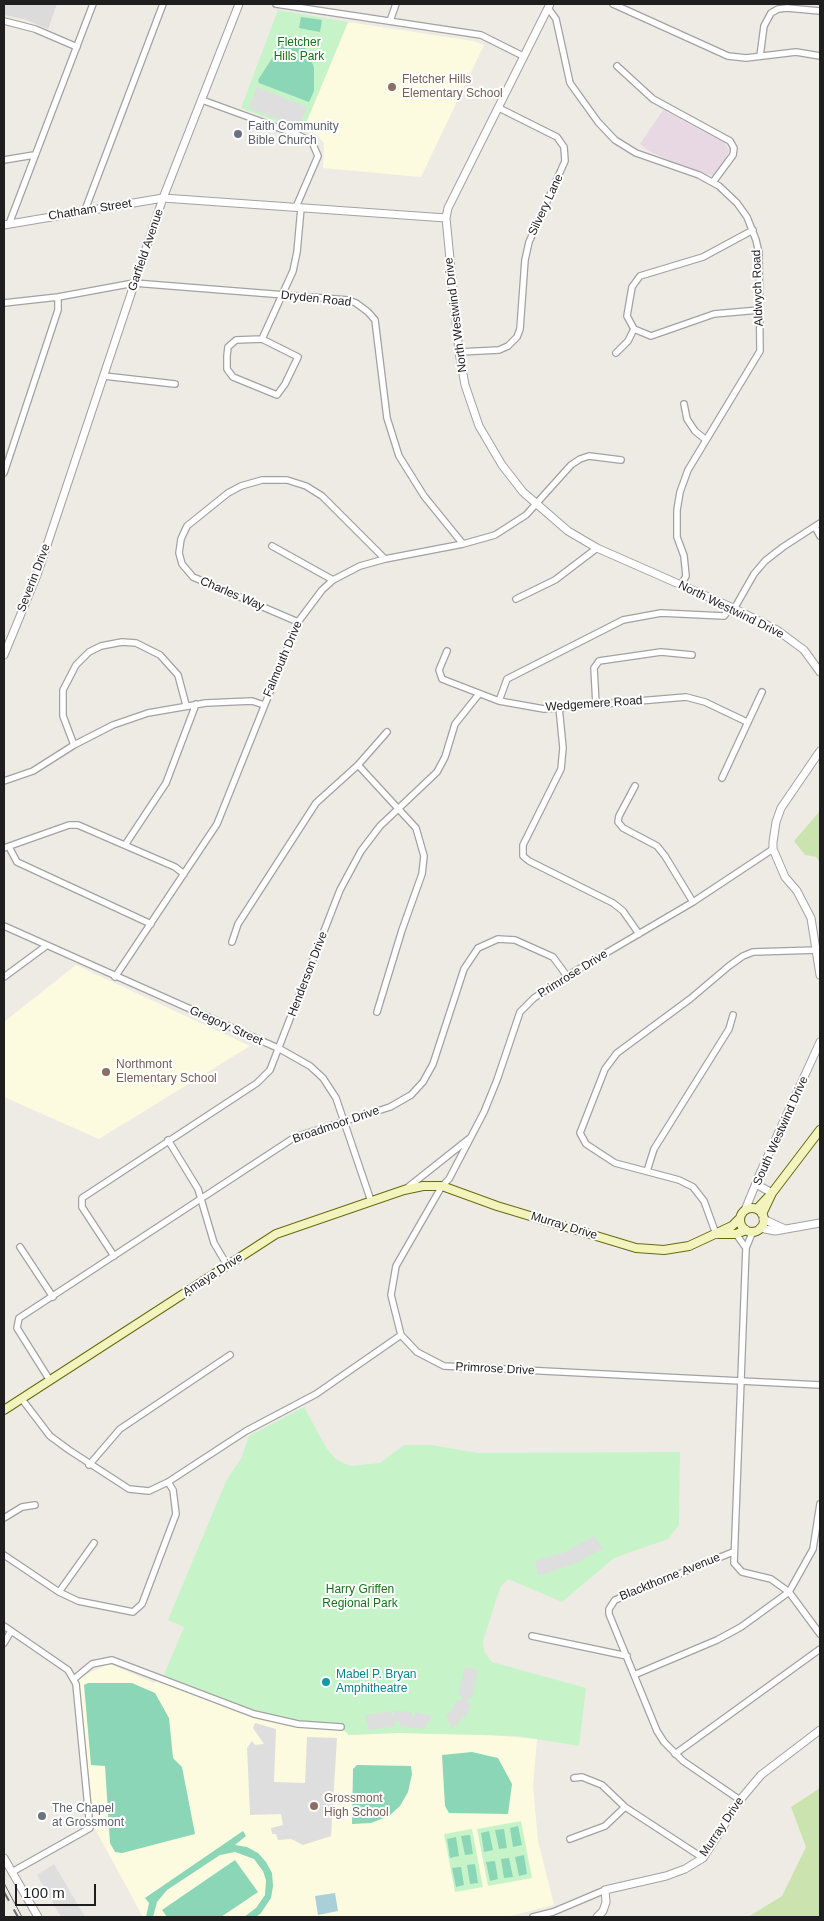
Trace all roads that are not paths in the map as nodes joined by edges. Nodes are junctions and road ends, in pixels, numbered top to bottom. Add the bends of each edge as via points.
1 (93, 4) edge
2 (163, 4) edge
3 (238, 4) edge
4 (276, 4) edge
5 (396, 4) edge
6 (613, 4) edge
7 (549, 6) edge
8 (820, 12) edge
9 (4, 21) edge
10 (390, 21) junction
11 (77, 47) junction
12 (523, 56) junction
13 (760, 56) junction
14 (820, 56) edge
15 (617, 66) dead end
16 (202, 100) junction
17 (499, 108) junction
18 (34, 155) junction
19 (4, 160) edge
20 (713, 182) junction
21 (163, 198) junction
22 (299, 208) junction
23 (85, 210) junction
24 (446, 218) junction
25 (6, 224) edge
26 (753, 230) junction
27 (134, 283) junction
28 (281, 295) junction
29 (58, 297) junction
30 (4, 303) edge
31 (760, 310) junction
32 (634, 329) junction
33 (262, 339) junction
34 (459, 352) junction
35 (616, 353) dead end
36 (104, 376) junction
37 (174, 384) dead end
38 (684, 404) dead end
39 (706, 440) junction
40 (621, 460) dead end
41 (4, 473) edge
42 (63, 501) joint
43 (536, 505) junction
44 (818, 525) edge
45 (820, 536) edge
46 (463, 544) junction
47 (272, 546) dead end
48 (597, 548) junction
49 (385, 559) junction
50 (334, 580) junction
51 (681, 585) junction
52 (516, 599) dead end
53 (732, 608) junction
54 (298, 622) junction
55 (447, 651) dead end
56 (4, 655) edge
57 (692, 655) dead end
58 (820, 672) edge
59 (762, 692) dead end
60 (479, 694) junction
61 (499, 701) junction
62 (196, 704) junction
63 (596, 704) junction
64 (264, 705) junction
65 (186, 706) junction
66 (559, 707) junction
67 (747, 722) junction
68 (387, 732) dead end
69 (74, 745) junction
70 (820, 751) edge
71 (358, 765) junction
72 (722, 778) dead end
73 (4, 781) edge
74 (635, 786) dead end
75 (399, 808) junction
76 (125, 845) junction
77 (6, 848) edge
78 (773, 849) junction
79 (184, 874) junction
80 (693, 902) junction
81 (151, 924) junction
82 (4, 926) edge
83 (639, 934) junction
84 (232, 942) dead end
85 (46, 946) junction
86 (818, 950) junction
87 (820, 975) edge
88 (567, 976) junction
89 (4, 977) edge
90 (115, 977) junction
91 (377, 1012) dead end
92 (732, 1016) dead end
93 (820, 1042) edge
94 (280, 1049) junction
95 (344, 1120) junction
96 (820, 1130) edge
97 (472, 1136) junction
98 (168, 1140) junction
99 (647, 1171) junction
100 (756, 1184) junction
101 (442, 1186) junction
102 (404, 1190) junction
103 (754, 1192) junction
104 (772, 1193) junction
105 (202, 1199) junction
106 (371, 1201) junction
107 (745, 1210) junction
108 (760, 1213) junction
109 (740, 1218) junction
110 (820, 1223) edge
111 (784, 1228) junction
112 (753, 1230) junction
113 (716, 1234) junction
114 (736, 1234) junction
115 (20, 1247) dead end
116 (746, 1248) junction
117 (114, 1256) junction
118 (227, 1265) junction
119 (53, 1297) junction
120 (401, 1335) junction
121 (230, 1355) dead end
122 (49, 1379) junction
123 (740, 1382) junction
124 (820, 1385) edge
125 (22, 1398) junction
126 (4, 1410) edge
127 (89, 1465) junction
128 (168, 1482) junction
129 (820, 1504) edge
130 (34, 1505) dead end
131 (4, 1518) edge
132 (94, 1543) dead end
133 (733, 1552) junction
134 (4, 1555) edge
135 (59, 1592) junction
136 (789, 1592) junction
137 (4, 1626) edge
138 (11, 1631) junction
139 (820, 1634) edge
140 (532, 1636) dead end
141 (4, 1643) edge
142 (820, 1649) edge
143 (627, 1656) junction
144 (634, 1675) junction
145 (74, 1679) junction
146 (342, 1727) dead end
147 (820, 1730) edge
148 (675, 1754) junction
149 (574, 1778) dead end
150 (740, 1800) junction
151 (625, 1807) junction
152 (570, 1839) dead end
153 (4, 1858) edge
154 (703, 1858) junction
155 (12, 1872) junction
156 (605, 1890) junction
157 (38, 1917) edge
158 (533, 1917) edge
159 (597, 1917) edge

1 - 11 street
2 - 23 street
3 - 16 street, Garfield Avenue
4 - 10 street
5 - 10 street
6 - 13 street via 717,52 746,58
7 - 12 street, North Westwind Drive
7 - 20 street, Aldwych Road via 556,19 570,83 604,128 620,144 636,153
8 - 13 street via 787,8 771,13 764,26
9 - 11 street via 35,29
10 - 12 street via 480,35
11 - 18 street
12 - 17 street, North Westwind Drive
13 - 14 street via 796,52
15 - 20 street via 653,99 730,141 733,155
16 - 21 street, Garfield Avenue
16 - 22 street via 312,142 318,156
17 - 24 street, North Westwind Drive via 448,208
17 - 34 street, Silvery Lane via 557,136 564,147 565,161 529,242 517,337 499,350
18 - 19 street
18 - 25 street
20 - 26 street, Aldwych Road via 737,203
21 - 22 street, Chatham Street
21 - 23 street, Chatham Street
21 - 27 street, Garfield Avenue
22 - 24 street, Chatham Street
22 - 28 street via 295,264
23 - 25 street, Chatham Street
24 - 34 street, North Westwind Drive
26 - 31 street, Aldwych Road via 759,253
26 - 32 street via 703,257 640,276 633,284 628,308 628,320
27 - 28 street, Dryden Road
27 - 29 street, Dryden Road
27 - 36 street, Garfield Avenue
28 - 33 street
28 - 46 street, Dryden Road via 348,300 360,305 375,320 392,440 409,474
29 - 30 street, Dryden Road
29 - 41 street via 58,310
31 - 32 street via 702,317 655,336 644,335
31 - 39 street, Aldwych Road via 760,351
32 - 35 street
33 - 33 street via 298,357 286,384 277,395 234,376 227,369 228,346 236,340
34 - 43 street, North Westwind Drive via 465,385 479,426 502,465
36 - 37 street
36 - 42 street, Garfield Avenue
38 - 39 street via 687,419
39 - 51 street, Aldwych Road via 688,470 680,492 677,537 684,556 686,576
40 - 43 street, Falmouth Drive via 589,456 580,459 570,465
42 - 56 street, Severin Drive
43 - 46 street, Falmouth Drive via 495,534
43 - 48 street, North Westwind Drive
44 - 45 street
44 - 53 street via 765,562
46 - 49 street, Falmouth Drive
47 - 50 street
48 - 51 street, North Westwind Drive
48 - 52 street via 555,580
49 - 50 street, Falmouth Drive via 360,566
49 - 54 street, Charles Way via 322,496 306,486 283,480 262,480 241,486 188,526 181,538 180,553 182,564 193,577
50 - 54 street, Falmouth Drive via 322,590
51 - 53 street, North Westwind Drive
53 - 58 street, North Westwind Drive via 790,639 809,654
53 - 61 street via 724,616 661,613 623,620 507,679
54 - 64 street, Falmouth Drive
55 - 60 street, Wedgemere Road via 439,670 442,679
57 - 63 street via 661,652 599,660 594,668
59 - 67 street
60 - 61 street, Wedgemere Road
60 - 75 street, Henderson Drive via 455,724 437,772
61 - 66 street, Wedgemere Road via 534,708
62 - 64 street via 252,701
62 - 65 street
62 - 76 street via 166,782
63 - 66 street, Wedgemere Road
63 - 67 street, Wedgemere Road via 686,697
64 - 79 street, Falmouth Drive via 217,824
65 - 69 street via 127,720
65 - 69 street via 178,675 160,654 128,642 101,646 76,665 63,690 63,716
66 - 83 street via 561,769 523,845 523,856 613,904 623,911
67 - 72 street
68 - 71 street
69 - 73 street via 33,771
70 - 78 street via 781,808 774,828
71 - 75 street
71 - 84 street via 316,803 238,924
74 - 80 street via 618,822 657,846
75 - 91 street via 419,834 424,853 423,867
75 - 94 street, Henderson Drive via 370,837 340,890
76 - 77 street via 74,824
76 - 79 street
77 - 81 street via 17,862
78 - 80 street, Primrose Drive
78 - 86 street via 785,877 797,891 811,918
79 - 81 street, Falmouth Drive
80 - 83 street, Primrose Drive
81 - 90 street, Falmouth Drive
82 - 85 street, Gregory Street
83 - 88 street, Primrose Drive
85 - 89 street
85 - 90 street, Gregory Street
86 - 87 street
86 - 99 street via 764,951 744,956 617,1053 605,1069 581,1137 586,1144 616,1163
88 - 95 street, Broadmoor Drive via 553,957 515,940 498,939 483,945 471,956 464,969 436,1055 423,1082 411,1095 390,1107
88 - 97 street, Primrose Drive via 534,998 517,1017 497,1080
90 - 94 street, Gregory Street
92 - 99 street via 729,1030 654,1149
93 - 100 street, South Westwind Drive
94 - 95 street, Gregory Street via 303,1061 323,1078 336,1098
94 - 98 street, Henderson Drive via 270,1070 257,1083
95 - 105 street, Broadmoor Drive via 295,1138
95 - 106 street, Gregory Street
96 - 104 main road
97 - 101 street, Primrose Drive
97 - 102 street, Primrose Drive
98 - 105 street via 192,1175
98 - 117 street, Henderson Drive via 81,1200 82,1207
99 - 113 street via 693,1187 704,1200
100 - 103 street, South Westwind Drive
100 - 104 street
101 - 102 main road, Amaya Drive
101 - 113 main road, Murray Drive via 502,1208 636,1248 664,1250 689,1246
101 - 120 street, Primrose Drive via 393,1274 392,1301
102 - 106 main road, Amaya Drive
103 - 107 street, South Westwind Drive
103 - 108 street, South Westwind Drive
104 - 108 main road
105 - 117 street, Broadmoor Drive
105 - 118 street via 214,1243
106 - 118 main road, Amaya Drive via 276,1234
107 - 108 main road
107 - 109 main road
108 - 111 street
108 - 112 main road
109 - 112 main road via 742,1227
109 - 113 main road, Murray Drive
110 - 111 street
111 - 112 street
112 - 114 main road
112 - 116 street, Blackthorne Avenue
113 - 114 main road
114 - 116 street
115 - 119 street
116 - 123 street, Blackthorne Avenue
117 - 119 street, Broadmoor Drive
118 - 122 main road, Amaya Drive
119 - 122 street, Broadmoor Drive via 16,1323
120 - 123 street, Primrose Drive via 424,1356 444,1366 458,1368
120 - 128 street via 316,1394 228,1441
121 - 127 street via 120,1429
122 - 125 main road, Amaya Drive
123 - 124 street, Primrose Drive
123 - 133 street, Blackthorne Avenue
125 - 126 main road, Amaya Drive
125 - 127 street via 50,1436
127 - 128 street via 132,1490 149,1491
128 - 135 street via 173,1490 176,1514 142,1604 128,1612 78,1601
129 - 136 street via 814,1549
130 - 131 street via 22,1507
132 - 135 street
133 - 136 street via 734,1563 742,1572 771,1579
133 - 143 street, Blackthorne Avenue via 611,1603 609,1614
134 - 135 street
136 - 139 street
136 - 144 street via 717,1640
137 - 138 street
138 - 141 street
138 - 145 street via 68,1670
140 - 143 street
142 - 148 street
143 - 144 street, Blackthorne Avenue
144 - 148 street, Blackthorne Avenue via 657,1731
145 - 146 street via 92,1664 118,1661 254,1714 298,1724
145 - 155 street via 90,1828
147 - 150 street, Murray Drive via 761,1775
148 - 150 street, Blackthorne Avenue
149 - 151 street via 596,1782
150 - 154 street, Murray Drive
151 - 152 street via 606,1826
151 - 154 street
153 - 155 street
154 - 156 street, Murray Drive via 666,1876
155 - 157 street
156 - 158 street
156 - 159 street via 606,1902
════════
### Directions for this task
Would you filter the entries above and keep each line that has the word "Gregory"?

### Response area
82 - 85 street, Gregory Street
85 - 90 street, Gregory Street
90 - 94 street, Gregory Street
94 - 95 street, Gregory Street via 303,1061 323,1078 336,1098
95 - 106 street, Gregory Street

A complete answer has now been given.